Leverage makes small mistakes catastrophic and smart decisions incredibly profitable. The difference isn't just what you buy, it's how much you buy. Position sizing determines whether LEAPs amplify your wealth or wipe out your portfolio. Most investors fail not because they pick bad stocks, but because they size positions recklessly. Here's how to use LEAPs without gambling your future.
TL;DR
- 10-20% max allocation: LEAPs should never exceed 10-20% of your total portfolio, even on high-conviction ideas
- 1-3 positions maximum: Concentrate on your best 1-3 LEAP ideas, not 10-15 positions that dilute focus
- 50-70% stock core: Keep the majority of your portfolio in stock ownership for stability and income
- 10-20% cash reserve: Always hold dry powder for opportunities, corrections, or rolling contracts
- Risk per position = 2-5% of portfolio: Never let a single LEAP loss exceed 2-5% of your total net worth
The Kelly Criterion Doesn't Apply (And Why That's Good)
Some traders use the Kelly Criterion to size positions based on probability of success and expected return. It works for blackjack and sports betting, but it's dangerous for LEAPs because:
- You can't calculate exact probabilities: No one knows if a stock will hit intrinsic value in 18 months
- Kelly assumes infinite trials: You don't get infinite chances, each LEAP has one outcome (profit or loss)
- Kelly ignores time decay: The formula doesn't account for theta eating your premium every day
Instead, value investors use a simpler rule: size for survival first, growth second. The goal is to stay in the game long enough for your edge (valuation analysis) to compound over decades.

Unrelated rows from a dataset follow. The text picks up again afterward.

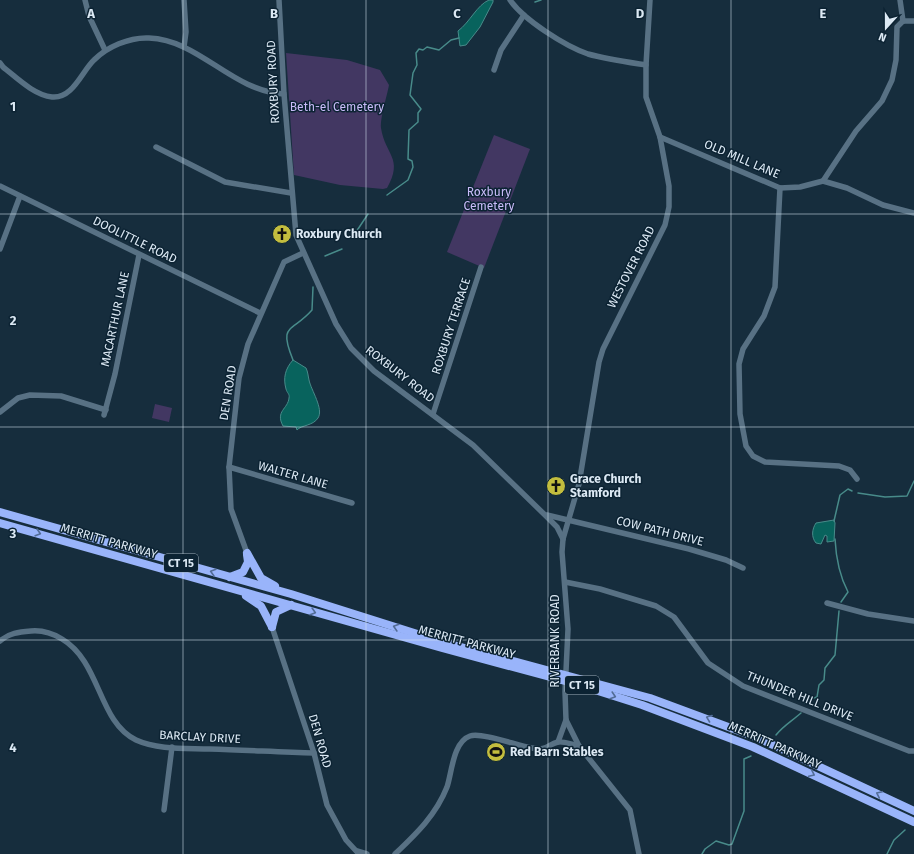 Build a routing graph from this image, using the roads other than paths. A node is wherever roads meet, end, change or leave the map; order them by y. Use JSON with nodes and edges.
{"nodes":[{"id":1,"x":85,"y":0,"type":"edge"},
{"id":2,"x":184,"y":0,"type":"edge"},
{"id":3,"x":279,"y":0,"type":"edge"},
{"id":4,"x":510,"y":0,"type":"edge"},
{"id":5,"x":650,"y":0,"type":"edge"},
{"id":6,"x":900,"y":0,"type":"edge"},
{"id":7,"x":524,"y":15,"type":"junction"},
{"id":8,"x":903,"y":21,"type":"junction"},
{"id":9,"x":914,"y":21,"type":"edge"},
{"id":10,"x":184,"y":47,"type":"junction"},
{"id":11,"x":105,"y":50,"type":"junction"},
{"id":12,"x":0,"y":63,"type":"edge"},
{"id":13,"x":646,"y":65,"type":"junction"},
{"id":14,"x":494,"y":70,"type":"dead end"},
{"id":15,"x":284,"y":94,"type":"junction"},
{"id":16,"x":660,"y":137,"type":"junction"},
{"id":17,"x":156,"y":147,"type":"dead end"},
{"id":18,"x":823,"y":181,"type":"junction"},
{"id":19,"x":0,"y":186,"type":"edge"},
{"id":20,"x":780,"y":188,"type":"junction"},
{"id":21,"x":291,"y":193,"type":"junction"},
{"id":22,"x":20,"y":196,"type":"junction"},
{"id":23,"x":912,"y":211,"type":"edge"},
{"id":24,"x":0,"y":249,"type":"edge"},
{"id":25,"x":303,"y":253,"type":"junction"},
{"id":26,"x":139,"y":255,"type":"junction"},
{"id":27,"x":482,"y":267,"type":"dead end"},
{"id":28,"x":260,"y":313,"type":"junction"},
{"id":29,"x":0,"y":412,"type":"edge"},
{"id":30,"x":433,"y":414,"type":"junction"},
{"id":31,"x":229,"y":467,"type":"junction"},
{"id":32,"x":857,"y":479,"type":"dead end"},
{"id":33,"x":352,"y":503,"type":"dead end"},
{"id":34,"x":0,"y":512,"type":"edge"},
{"id":35,"x":545,"y":515,"type":"junction"},
{"id":36,"x":570,"y":520,"type":"junction"},
{"id":37,"x":0,"y":522,"type":"edge"},
{"id":38,"x":563,"y":539,"type":"junction"},
{"id":39,"x":247,"y":553,"type":"junction"},
{"id":40,"x":743,"y":568,"type":"dead end"},
{"id":41,"x":230,"y":577,"type":"junction"},
{"id":42,"x":565,"y":582,"type":"junction"},
{"id":43,"x":235,"y":589,"type":"junction"},
{"id":44,"x":291,"y":594,"type":"junction"},
{"id":45,"x":827,"y":603,"type":"dead end"},
{"id":46,"x":291,"y":605,"type":"junction"},
{"id":47,"x":914,"y":621,"type":"edge"},
{"id":48,"x":272,"y":627,"type":"junction"},
{"id":49,"x":0,"y":641,"type":"edge"},
{"id":50,"x":566,"y":720,"type":"junction"},
{"id":51,"x":558,"y":742,"type":"junction"},
{"id":52,"x":579,"y":746,"type":"junction"},
{"id":53,"x":172,"y":747,"type":"junction"},
{"id":54,"x":914,"y":751,"type":"edge"},
{"id":55,"x":314,"y":753,"type":"junction"},
{"id":56,"x":164,"y":810,"type":"dead end"},
{"id":57,"x":914,"y":811,"type":"edge"},
{"id":58,"x":914,"y":822,"type":"edge"},
{"id":59,"x":358,"y":852,"type":"edge"},
{"id":60,"x":367,"y":854,"type":"edge"},
{"id":61,"x":395,"y":854,"type":"edge"},
{"id":62,"x":639,"y":854,"type":"edge"}],
"edges":[{"from":1,"to":11,"type":"street"},
{"from":2,"to":10,"type":"street"},
{"from":3,"to":15,"type":"street","name":"ROXBURY ROAD"},
{"from":4,"to":7,"type":"street"},
{"from":5,"to":13,"type":"street","name":"WESTOVER ROAD"},
{"from":6,"to":8,"type":"street"},
{"from":7,"to":13,"type":"street"},
{"from":7,"to":14,"type":"street"},
{"from":8,"to":9,"type":"street"},
{"from":8,"to":18,"type":"street"},
{"from":10,"to":11,"type":"street"},
{"from":10,"to":15,"type":"street"},
{"from":11,"to":12,"type":"street"},
{"from":13,"to":16,"type":"street","name":"WESTOVER ROAD"},
{"from":15,"to":21,"type":"street","name":"ROXBURY ROAD"},
{"from":16,"to":20,"type":"street","name":"OLD MILL LANE"},
{"from":16,"to":36,"type":"street","name":"WESTOVER ROAD"},
{"from":17,"to":21,"type":"street"},
{"from":18,"to":20,"type":"street","name":"OLD MILL LANE"},
{"from":18,"to":23,"type":"street"},
{"from":19,"to":22,"type":"street","name":"DOOLITTLE ROAD"},
{"from":20,"to":32,"type":"street"},
{"from":21,"to":25,"type":"street","name":"ROXBURY ROAD"},
{"from":22,"to":24,"type":"street"},
{"from":22,"to":26,"type":"street","name":"DOOLITTLE ROAD"},
{"from":25,"to":28,"type":"street","name":"DEN ROAD"},
{"from":25,"to":30,"type":"street","name":"ROXBURY ROAD"},
{"from":26,"to":28,"type":"street","name":"DOOLITTLE ROAD"},
{"from":26,"to":29,"type":"street","name":"MACARTHUR LANE"},
{"from":27,"to":30,"type":"street","name":"ROXBURY TERRACE"},
{"from":28,"to":31,"type":"street","name":"DEN ROAD"},
{"from":30,"to":35,"type":"street","name":"ROXBURY ROAD"},
{"from":31,"to":33,"type":"street","name":"WALTER LANE"},
{"from":31,"to":39,"type":"street","name":"DEN ROAD"},
{"from":41,"to":34,"type":"highway","name":"MERRITT PARKWAY","number":"CT 15","one_way":true},
{"from":35,"to":36,"type":"street"},
{"from":35,"to":38,"type":"street","name":"ROXBURY ROAD"},
{"from":36,"to":38,"type":"street","name":"WESTOVER ROAD"},
{"from":36,"to":40,"type":"street","name":"COW PATH DRIVE"},
{"from":37,"to":43,"type":"highway","name":"MERRITT PARKWAY","number":"CT 15","one_way":true},
{"from":38,"to":42,"type":"street","name":"RIVERBANK ROAD"},
{"from":39,"to":41,"type":"highway"},
{"from":39,"to":44,"type":"highway"},
{"from":41,"to":44,"type":"highway","name":"MERRITT PARKWAY","number":"CT 15"},
{"from":42,"to":50,"type":"street","name":"RIVERBANK ROAD"},
{"from":42,"to":54,"type":"street","name":"THUNDER HILL DRIVE"},
{"from":43,"to":46,"type":"highway","name":"MERRITT PARKWAY","number":"CT 15"},
{"from":43,"to":48,"type":"highway"},
{"from":57,"to":44,"type":"highway","name":"MERRITT PARKWAY","number":"CT 15","one_way":true},
{"from":45,"to":47,"type":"street"},
{"from":46,"to":48,"type":"highway"},
{"from":46,"to":58,"type":"highway","name":"MERRITT PARKWAY","number":"CT 15","one_way":true},
{"from":48,"to":55,"type":"street","name":"DEN ROAD"},
{"from":49,"to":53,"type":"street","name":"BARCLAY DRIVE"},
{"from":50,"to":51,"type":"street","name":"RIVERBANK ROAD"},
{"from":50,"to":52,"type":"street","name":"RIVERBANK ROAD"},
{"from":51,"to":52,"type":"street"},
{"from":51,"to":61,"type":"street"},
{"from":52,"to":62,"type":"street","name":"RIVERBANK ROAD"},
{"from":53,"to":55,"type":"street","name":"BARCLAY DRIVE"},
{"from":53,"to":56,"type":"street"},
{"from":55,"to":59,"type":"street","name":"DEN ROAD"},
{"from":59,"to":60,"type":"street"}]}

The 10-20% LEAP Allocation Rule
No matter how confident you are, LEAPs should never dominate your portfolio. Here's the framework:
Conservative (10% in LEAPs):
- 70% stock ownership (long-term holdings)

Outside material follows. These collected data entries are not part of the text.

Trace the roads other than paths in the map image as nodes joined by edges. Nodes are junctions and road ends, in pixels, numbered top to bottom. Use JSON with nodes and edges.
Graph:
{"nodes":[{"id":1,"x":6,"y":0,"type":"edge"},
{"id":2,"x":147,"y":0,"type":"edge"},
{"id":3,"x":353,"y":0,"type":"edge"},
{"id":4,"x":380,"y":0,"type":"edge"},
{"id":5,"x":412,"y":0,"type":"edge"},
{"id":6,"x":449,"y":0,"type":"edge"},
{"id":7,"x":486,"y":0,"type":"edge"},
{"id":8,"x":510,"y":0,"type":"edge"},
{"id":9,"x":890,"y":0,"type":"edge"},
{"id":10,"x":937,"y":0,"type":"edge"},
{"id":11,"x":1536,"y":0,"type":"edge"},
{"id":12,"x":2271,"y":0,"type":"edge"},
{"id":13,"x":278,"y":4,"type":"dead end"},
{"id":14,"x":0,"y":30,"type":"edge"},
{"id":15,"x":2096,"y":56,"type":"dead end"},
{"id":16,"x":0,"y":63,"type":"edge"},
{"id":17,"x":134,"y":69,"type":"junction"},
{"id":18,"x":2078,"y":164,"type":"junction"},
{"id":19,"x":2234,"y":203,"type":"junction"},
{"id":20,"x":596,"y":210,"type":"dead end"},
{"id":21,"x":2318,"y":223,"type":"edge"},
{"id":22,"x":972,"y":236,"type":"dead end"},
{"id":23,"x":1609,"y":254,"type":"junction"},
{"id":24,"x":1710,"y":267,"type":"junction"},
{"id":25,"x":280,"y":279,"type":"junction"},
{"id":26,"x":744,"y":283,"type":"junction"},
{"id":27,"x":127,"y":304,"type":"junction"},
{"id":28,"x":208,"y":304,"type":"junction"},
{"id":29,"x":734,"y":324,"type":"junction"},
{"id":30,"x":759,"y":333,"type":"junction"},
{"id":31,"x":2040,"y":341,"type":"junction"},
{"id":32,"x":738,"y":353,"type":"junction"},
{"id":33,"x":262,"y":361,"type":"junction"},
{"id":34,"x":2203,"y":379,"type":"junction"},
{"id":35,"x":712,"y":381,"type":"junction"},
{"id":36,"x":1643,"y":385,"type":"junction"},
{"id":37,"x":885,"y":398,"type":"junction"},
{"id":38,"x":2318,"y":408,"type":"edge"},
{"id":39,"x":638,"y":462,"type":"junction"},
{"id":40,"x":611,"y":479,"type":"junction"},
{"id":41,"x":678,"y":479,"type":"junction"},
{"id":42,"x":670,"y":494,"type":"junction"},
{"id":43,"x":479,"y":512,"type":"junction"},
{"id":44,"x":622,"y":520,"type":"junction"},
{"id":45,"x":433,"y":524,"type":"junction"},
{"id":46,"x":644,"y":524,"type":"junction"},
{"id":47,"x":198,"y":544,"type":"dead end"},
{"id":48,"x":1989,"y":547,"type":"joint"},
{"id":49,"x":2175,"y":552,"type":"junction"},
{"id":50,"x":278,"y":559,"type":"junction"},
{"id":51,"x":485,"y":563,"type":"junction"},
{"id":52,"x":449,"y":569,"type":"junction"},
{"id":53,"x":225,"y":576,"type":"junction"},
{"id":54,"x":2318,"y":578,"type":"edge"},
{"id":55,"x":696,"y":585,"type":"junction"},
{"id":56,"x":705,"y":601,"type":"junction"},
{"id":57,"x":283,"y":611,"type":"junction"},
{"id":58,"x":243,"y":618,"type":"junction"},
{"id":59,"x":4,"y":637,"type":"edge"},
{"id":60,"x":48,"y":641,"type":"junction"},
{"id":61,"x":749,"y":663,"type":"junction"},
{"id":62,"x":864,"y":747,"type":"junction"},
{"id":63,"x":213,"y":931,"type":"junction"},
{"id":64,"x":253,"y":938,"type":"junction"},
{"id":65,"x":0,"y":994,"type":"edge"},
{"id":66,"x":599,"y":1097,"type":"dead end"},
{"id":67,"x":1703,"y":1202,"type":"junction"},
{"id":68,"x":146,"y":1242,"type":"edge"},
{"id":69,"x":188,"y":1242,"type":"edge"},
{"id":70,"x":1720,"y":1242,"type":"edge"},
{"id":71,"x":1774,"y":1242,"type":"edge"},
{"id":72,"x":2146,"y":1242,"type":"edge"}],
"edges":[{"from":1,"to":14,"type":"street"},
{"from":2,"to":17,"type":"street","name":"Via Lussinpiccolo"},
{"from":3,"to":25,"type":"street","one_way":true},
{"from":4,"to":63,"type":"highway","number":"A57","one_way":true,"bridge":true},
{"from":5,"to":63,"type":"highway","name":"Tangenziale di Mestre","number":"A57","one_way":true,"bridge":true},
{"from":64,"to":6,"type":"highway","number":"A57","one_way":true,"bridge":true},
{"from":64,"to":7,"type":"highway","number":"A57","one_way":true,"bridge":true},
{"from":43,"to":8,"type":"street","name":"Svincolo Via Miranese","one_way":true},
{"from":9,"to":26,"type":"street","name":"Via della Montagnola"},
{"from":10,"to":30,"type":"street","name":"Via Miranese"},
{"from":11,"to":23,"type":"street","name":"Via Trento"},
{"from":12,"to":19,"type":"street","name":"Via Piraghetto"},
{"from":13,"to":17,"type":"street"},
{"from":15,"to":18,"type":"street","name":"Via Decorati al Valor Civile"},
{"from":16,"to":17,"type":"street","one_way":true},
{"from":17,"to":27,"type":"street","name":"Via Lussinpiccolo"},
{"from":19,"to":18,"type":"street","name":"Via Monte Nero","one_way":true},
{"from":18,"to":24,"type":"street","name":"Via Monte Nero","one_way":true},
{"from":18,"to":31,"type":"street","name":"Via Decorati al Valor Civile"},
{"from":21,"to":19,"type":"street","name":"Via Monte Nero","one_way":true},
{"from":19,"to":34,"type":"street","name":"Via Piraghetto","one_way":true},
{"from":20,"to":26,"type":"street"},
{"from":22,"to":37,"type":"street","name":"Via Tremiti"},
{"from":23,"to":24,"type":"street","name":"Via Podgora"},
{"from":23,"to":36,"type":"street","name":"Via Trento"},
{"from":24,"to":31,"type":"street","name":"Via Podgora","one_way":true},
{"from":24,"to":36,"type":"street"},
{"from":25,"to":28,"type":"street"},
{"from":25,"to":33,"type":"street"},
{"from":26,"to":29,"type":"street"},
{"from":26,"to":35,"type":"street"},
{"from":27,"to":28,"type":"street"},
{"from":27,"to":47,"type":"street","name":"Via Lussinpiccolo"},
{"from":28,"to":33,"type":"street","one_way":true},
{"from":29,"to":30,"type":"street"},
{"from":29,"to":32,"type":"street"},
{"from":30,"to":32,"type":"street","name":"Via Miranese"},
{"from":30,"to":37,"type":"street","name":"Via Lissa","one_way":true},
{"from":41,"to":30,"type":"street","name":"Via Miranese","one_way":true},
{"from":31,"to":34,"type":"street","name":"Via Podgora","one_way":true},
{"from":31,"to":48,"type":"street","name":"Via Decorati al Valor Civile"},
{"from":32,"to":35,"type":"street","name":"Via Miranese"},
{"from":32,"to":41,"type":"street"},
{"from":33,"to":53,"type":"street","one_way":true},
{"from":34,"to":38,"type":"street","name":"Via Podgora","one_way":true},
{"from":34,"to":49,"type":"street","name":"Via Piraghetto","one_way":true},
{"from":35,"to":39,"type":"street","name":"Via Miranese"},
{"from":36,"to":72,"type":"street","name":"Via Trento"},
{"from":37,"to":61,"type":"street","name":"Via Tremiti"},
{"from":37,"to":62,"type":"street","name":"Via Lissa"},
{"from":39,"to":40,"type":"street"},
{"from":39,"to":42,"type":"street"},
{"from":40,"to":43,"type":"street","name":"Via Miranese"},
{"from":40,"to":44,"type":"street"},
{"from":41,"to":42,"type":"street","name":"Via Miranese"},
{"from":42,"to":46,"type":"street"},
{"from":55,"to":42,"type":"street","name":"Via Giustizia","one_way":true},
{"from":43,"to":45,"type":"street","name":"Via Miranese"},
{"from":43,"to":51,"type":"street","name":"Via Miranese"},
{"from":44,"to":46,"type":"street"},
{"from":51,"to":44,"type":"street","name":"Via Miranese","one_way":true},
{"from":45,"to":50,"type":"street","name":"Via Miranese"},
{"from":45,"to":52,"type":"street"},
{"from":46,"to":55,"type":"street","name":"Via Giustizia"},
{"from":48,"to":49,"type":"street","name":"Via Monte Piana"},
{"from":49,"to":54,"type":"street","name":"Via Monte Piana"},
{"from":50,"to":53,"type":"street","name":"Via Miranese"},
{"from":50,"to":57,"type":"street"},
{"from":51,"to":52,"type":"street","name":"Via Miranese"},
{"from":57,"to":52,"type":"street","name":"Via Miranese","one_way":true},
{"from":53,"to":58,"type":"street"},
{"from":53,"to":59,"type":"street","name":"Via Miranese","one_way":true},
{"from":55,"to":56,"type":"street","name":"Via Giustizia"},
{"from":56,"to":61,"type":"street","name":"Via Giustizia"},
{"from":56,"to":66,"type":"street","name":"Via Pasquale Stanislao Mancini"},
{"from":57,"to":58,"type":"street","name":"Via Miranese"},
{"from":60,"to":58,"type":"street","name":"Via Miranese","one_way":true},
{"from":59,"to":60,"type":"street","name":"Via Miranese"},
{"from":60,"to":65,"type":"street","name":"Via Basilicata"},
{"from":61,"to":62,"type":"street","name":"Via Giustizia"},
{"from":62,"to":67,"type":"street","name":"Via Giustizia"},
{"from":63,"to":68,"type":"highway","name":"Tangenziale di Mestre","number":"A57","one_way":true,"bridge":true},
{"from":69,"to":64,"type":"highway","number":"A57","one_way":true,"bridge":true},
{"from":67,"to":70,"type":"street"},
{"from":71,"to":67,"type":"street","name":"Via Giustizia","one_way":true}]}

- 10% LEAPs (1-2 high-conviction ideas)
- 20% cash (dry powder)
Moderate (15% in LEAPs):
- 65% stock ownership
- 15% LEAPs (2-3 positions)
- 20% cash
Aggressive (20% in LEAPs):
- 60% stock ownership
- 20% LEAPs (3-4 positions)
- 20% cash
Why the cap at 20%? Because LEAPs can go to zero. If you put 50% of your portfolio into LEAPs and half of them expire worthless, you just lost 25% of your net worth. No amount of gains on the winners makes up for that kind of setback, especially if you need to withdraw money during a downturn.
Position Sizing per LEAP Trade
Within your LEAP allocation, size each position based on conviction and risk.
High-conviction idea (5-10% of LEAP allocation):
- All three valuation models agree (discounted growth, cap rate, payback time)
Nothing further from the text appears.